The 512‑port radix is the highest available in Marvell’s current portfolio and allows operators to consolidate what would traditionally be multiple layers of switches into a single tier. This consolidation reduces the total number of optical links, cuts cabling complexity, and lowers the overall total cost of ownership (TCO) for large AI clusters. For scale‑out deployments—where the goal is to connect tens of thousands of GPUs across a distributed fabric—the T100’s high radix enables a flatter topology that minimizes latency and maximizes bandwidth per accelerator.
Conversely, in scale‑up environments where a smaller number of racks require extremely high bandwidth per link, the T100’s programmable pipeline can be tuned to support emerging standards such as ESUN and the latest UEC specifications. This flexibility ensures that the switch can evolve alongside the rapidly changing AI Ethernet ecosystem, protecting customers’ investments as new protocols become mainstream.

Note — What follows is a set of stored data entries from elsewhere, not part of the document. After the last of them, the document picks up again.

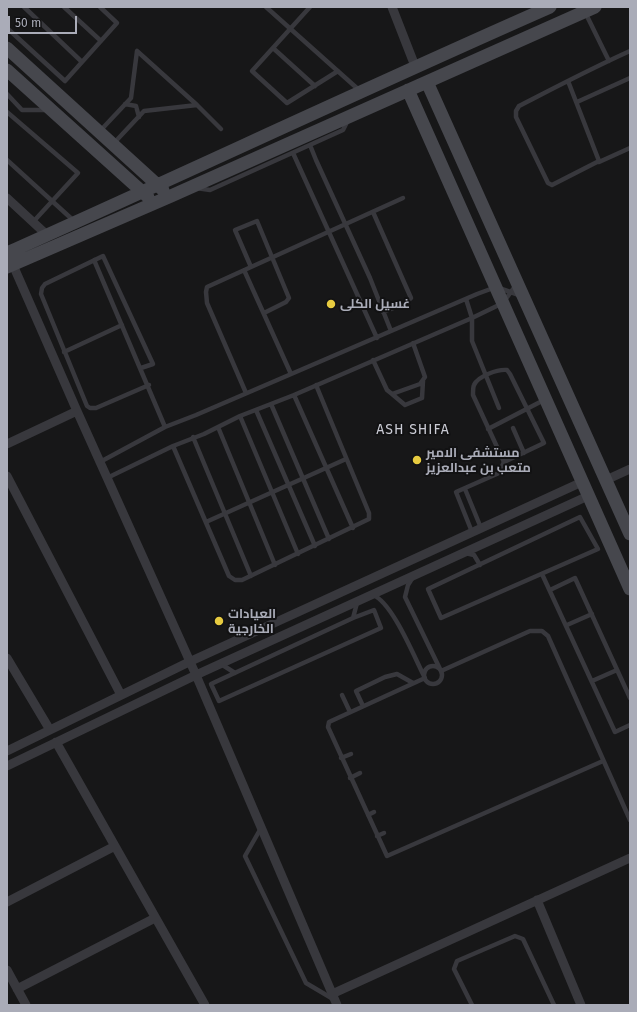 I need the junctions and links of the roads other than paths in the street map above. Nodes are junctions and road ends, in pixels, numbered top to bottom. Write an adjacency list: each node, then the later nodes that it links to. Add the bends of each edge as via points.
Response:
1 (24, 7): 16 (lane)
2 (64, 7): 11 (lane)
3 (100, 7): 11 (lane, via 118,23)
4 (266, 7): 10 (lane)
5 (310, 7): 10 (lane)
6 (392, 7): 17 (street)
7 (550, 7): 17 (street)
8 (589, 9): 15 (lane); 22 (street)
9 (7, 28): 16 (lane, via 65,81)
10 (291, 29): 13 (lane); 19 (lane)
11 (101, 41): 16 (lane)
12 (7, 48): 35 (street)
13 (273, 48): 23 (lane); 23 (lane, via 252,71 275,93 287,103)
14 (630, 52): 15 (lane)
15 (609, 61): 21 (lane)
16 (82, 62)
17 (415, 66): 25 (street)
18 (7, 70): 30 (street)
19 (338, 71): 23 (lane); 25 (lane)
20 (630, 78): 27 (lane)
21 (568, 81): 27 (lane); 41 (lane, via 519,106 516,117 548,183 558,183)
22 (427, 82): 24 (street); 62 (street)
23 (315, 86)
24 (408, 90): 32 (street); 61 (street)
25 (361, 92): 42 (street)
26 (7, 94): 30 (lane, via 22,110)
27 (576, 102): 41 (lane)
28 (125, 104): 29 (lane, via 131,98 137,51); 33 (lane, via 136,106); 35 (lane)
29 (197, 105): 33 (lane, via 144,111); 34 (lane)
30 (52, 110): 44 (street)
31 (7, 112): 48 (lane, via 78,173)
32 (350, 115): 36 (lane, via 343,130); 43 (street)
33 (139, 117): 37 (lane)
34 (221, 129)
35 (99, 132): 37 (street)
36 (310, 144): 39 (lane); 53 (lane)
37 (113, 145): 42 (street)
38 (630, 148): 41 (lane)
39 (293, 153): 43 (lane, via 210,190); 54 (lane)
40 (7, 160): 48 (lane)
41 (598, 162)
42 (158, 185): 44 (street); 45 (street)
43 (191, 188): 45 (street)
44 (143, 192): 49 (street); 52 (street)
45 (171, 196): 49 (street)
46 (7, 198): 51 (street)
47 (403, 198): 50 (lane)
48 (52, 201): 51 (lane); 52 (lane)
49 (155, 203): 58 (street)
50 (373, 212): 53 (lane); 65 (lane, via 411,298 404,304)
51 (32, 222): 55 (street)
52 (76, 222): 55 (street)
53 (345, 225): 54 (lane); 65 (lane)
54 (329, 232): 56 (lane); 70 (lane)
55 (47, 236): 58 (street)
56 (273, 257): 59 (lane); 59 (lane, via 257,221 235,230); 66 (lane, via 289,298)
57 (94, 260): 68 (lane); 72 (lane, via 45,284 42,288 41,294); 74 (lane, via 103,256 153,364)
58 (8, 264): 89 (street)
59 (251, 267): 60 (lane)
60 (244, 270): 66 (lane); 81 (lane, via 207,287 206,292 207,303)
61 (496, 287): 62 (lane); 63 (lane); 64 (street)
62 (517, 290): 64 (lane); 80 (street)
63 (466, 299): 67 (lane); 69 (lane)
64 (503, 303): 67 (lane); 84 (street)
65 (383, 312): 69 (lane)
66 (264, 314): 75 (lane)
67 (472, 318): 71 (lane); 76 (lane, via 472,341)
68 (122, 325): 72 (lane); 74 (lane)
69 (391, 331): 70 (lane)
70 (377, 338): 75 (lane)
71 (413, 343): 73 (lane); 77 (lane, via 424,371)
72 (64, 352): 79 (lane, via 86,406 90,408 96,408)
73 (373, 360): 78 (lane); 83 (lane, via 387,390)
74 (141, 368): 79 (lane)
75 (291, 374): 81 (lane)
76 (486, 376): 86 (lane); 87 (lane, via 501,369 507,370); 94 (lane, via 473,386 473,395)
77 (423, 381): 83 (lane); 83 (lane, via 422,398 405,405)
78 (316, 384): 82 (lane); 99 (lane)
79 (149, 385): 91 (lane)
80 (566, 392): 84 (street); 107 (street)
81 (246, 393): 91 (lane)
82 (294, 394): 85 (lane); 102 (lane)
83 (392, 394)
84 (545, 400): 87 (lane); 108 (street)
85 (272, 404): 88 (lane); 106 (lane)
86 (500, 408)
87 (527, 409): 94 (lane); 98 (lane, via 544,443)
88 (256, 410): 90 (lane); 109 (lane)
89 (77, 412): 96 (street); 100 (street)
90 (240, 416): 92 (lane); 111 (lane)
91 (165, 427): 100 (lane)
92 (218, 427): 95 (lane); 113 (lane)
93 (513, 428): 98 (lane)
94 (488, 429): 101 (lane)
95 (193, 437): 97 (lane); 114 (lane)
96 (7, 444)
97 (173, 446): 105 (lane); 115 (lane)
98 (524, 453): 101 (lane)
99 (346, 459): 102 (lane); 116 (lane, via 369,516 368,521)
100 (100, 462): 105 (street)
101 (504, 462): 110 (lane, via 498,473)
102 (327, 468): 106 (lane); 116 (lane)
103 (630, 469): 107 (street)
104 (7, 476): 147 (street)
105 (107, 478): 137 (street)
106 (303, 478): 109 (lane); 119 (lane)
107 (606, 480): 118 (street)
108 (582, 482): 112 (street); 117 (street)
109 (288, 485): 111 (lane); 121 (lane)
110 (465, 489): 117 (lane); 117 (lane, via 456,492 456,495)
111 (272, 492): 113 (lane); 123 (lane)
112 (588, 496): 120 (street); 129 (street)
113 (250, 502): 114 (lane); 124 (lane)
114 (225, 513): 115 (lane); 127 (lane)
115 (206, 522): 127 (lane, via 229,576 235,580)
116 (353, 528): 119 (lane)
117 (477, 530): 120 (street); 137 (street)
118 (630, 534)
119 (329, 539): 121 (lane)
120 (483, 544): 122 (street)
121 (315, 546): 123 (lane)
122 (464, 553): 125 (lane, via 474,555); 128 (street)
123 (298, 554): 124 (lane)
124 (275, 565): 127 (lane)
125 (480, 565): 126 (lane, via 428,589 441,618); 126 (lane, via 580,517 598,549)
126 (542, 574): 130 (lane)
127 (251, 576)
128 (414, 576): 131 (street); 140 (lane, via 405,596)
129 (630, 589)
130 (550, 590): 133 (lane, via 575,578); 135 (lane)
131 (372, 595): 132 (street); 143 (lane, via 384,603 396,621)
132 (357, 603): 134 (lane); 138 (street)
133 (592, 614): 135 (lane); 139 (lane)
134 (353, 618): 141 (lane); 141 (lane, via 374,610 381,628 219,700 211,684)
135 (567, 625): 144 (lane)
136 (7, 658): 152 (street)
137 (189, 662): 142 (street); 147 (street)
138 (221, 664): 141 (lane); 142 (street)
139 (618, 670): 144 (lane); 148 (lane)
140 (441, 671): 143 (lane, via 440,680 436,683 430,683); 143 (lane, via 435,666 430,666 425,670); 157 (lane, via 530,631 542,631 548,636)
141 (235, 673)
142 (196, 675): 153 (street); 164 (street)
143 (425, 678): 145 (lane)
144 (592, 681): 151 (lane, via 615,732)
145 (413, 683): 149 (lane); 149 (lane, via 396,674 378,680 356,692)
146 (342, 695): 150 (lane)
147 (121, 696): 152 (street)
148 (630, 698)
149 (363, 706): 150 (lane)
150 (350, 712): 156 (lane, via 329,722 328,727)
151 (630, 725)
152 (50, 730): 154 (street)
153 (56, 742): 158 (street); 167 (street)
154 (7, 751)
155 (351, 754): 156 (lane)
156 (341, 758): 160 (lane)
157 (603, 761): 163 (lane); 166 (lane, via 387,856)
158 (7, 766)
159 (360, 773): 160 (lane)
160 (350, 778): 162 (lane)
161 (374, 812): 162 (lane)
162 (368, 815): 166 (lane)
163 (630, 820)
164 (261, 828): 174 (street); 174 (lane, via 245,856 306,983)
165 (384, 833): 166 (lane)
166 (377, 836)
167 (115, 846): 170 (street); 171 (street)
168 (630, 858): 169 (street)
169 (537, 900): 174 (street); 179 (street)
170 (7, 902)
171 (156, 918): 173 (street); 176 (street)
172 (7, 970): 173 (street)
173 (17, 989): 175 (street)
174 (335, 1000)
175 (26, 1005)
176 (205, 1005)
177 (472, 1005): 178 (lane, via 454,968 457,960 515,936 523,939)
178 (554, 1005)
179 (582, 1005)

Marvell also stresses the importance of software openness. The T100 ships with a full SDK, supports the Open Compute Project’s Switch Abstraction Interface (SAI), and is compatible with SONiC, the open‑source network operating system widely adopted by hyperscalers. This software stack enables data‑center operators to integrate the switch into existing orchestration frameworks, automate provisioning, and apply AI‑specific traffic‑management policies without vendor lock‑in.
Finally, the three packaging options address distinct deployment constraints. BGA packages are ideal for traditional board‑level integration, CPC offers a high‑density copper interconnect solution for tight‑space racks, and CPO provides an optical‑centric approach that can extend reach while maintaining low power. By offering all three, Marvell gives customers the ability to choose the optimal form factor for their specific power, cooling, and latency targets.
Key Takeaways
- Marvell’s Teralynx T100 is the first 102.4 Tbps switch silicon purpose‑built for AI, sampling begins this quarter.
- The switch consumes under 1 kW typical power, delivering up to 25 % lower power than competing solutions.
- It supports a 512‑port radix and multiple package options (BGA, CPC, CPO), enabling both scale‑out and scale‑up AI fabric deployments.
TechInsyte's Take
The Teralynx T100 gives AI‑focused data centers a silicon option that directly addresses the power and latency constraints of large GPU racks. While the announced efficiencies are compelling, actual impact will depend on how quickly hyperscalers adopt the new form factors and integrate the switch into existing fabric standards. Buyers should monitor early sampling results and evaluate the compatibility of the T100’s traffic‑management features with their current networking stacks.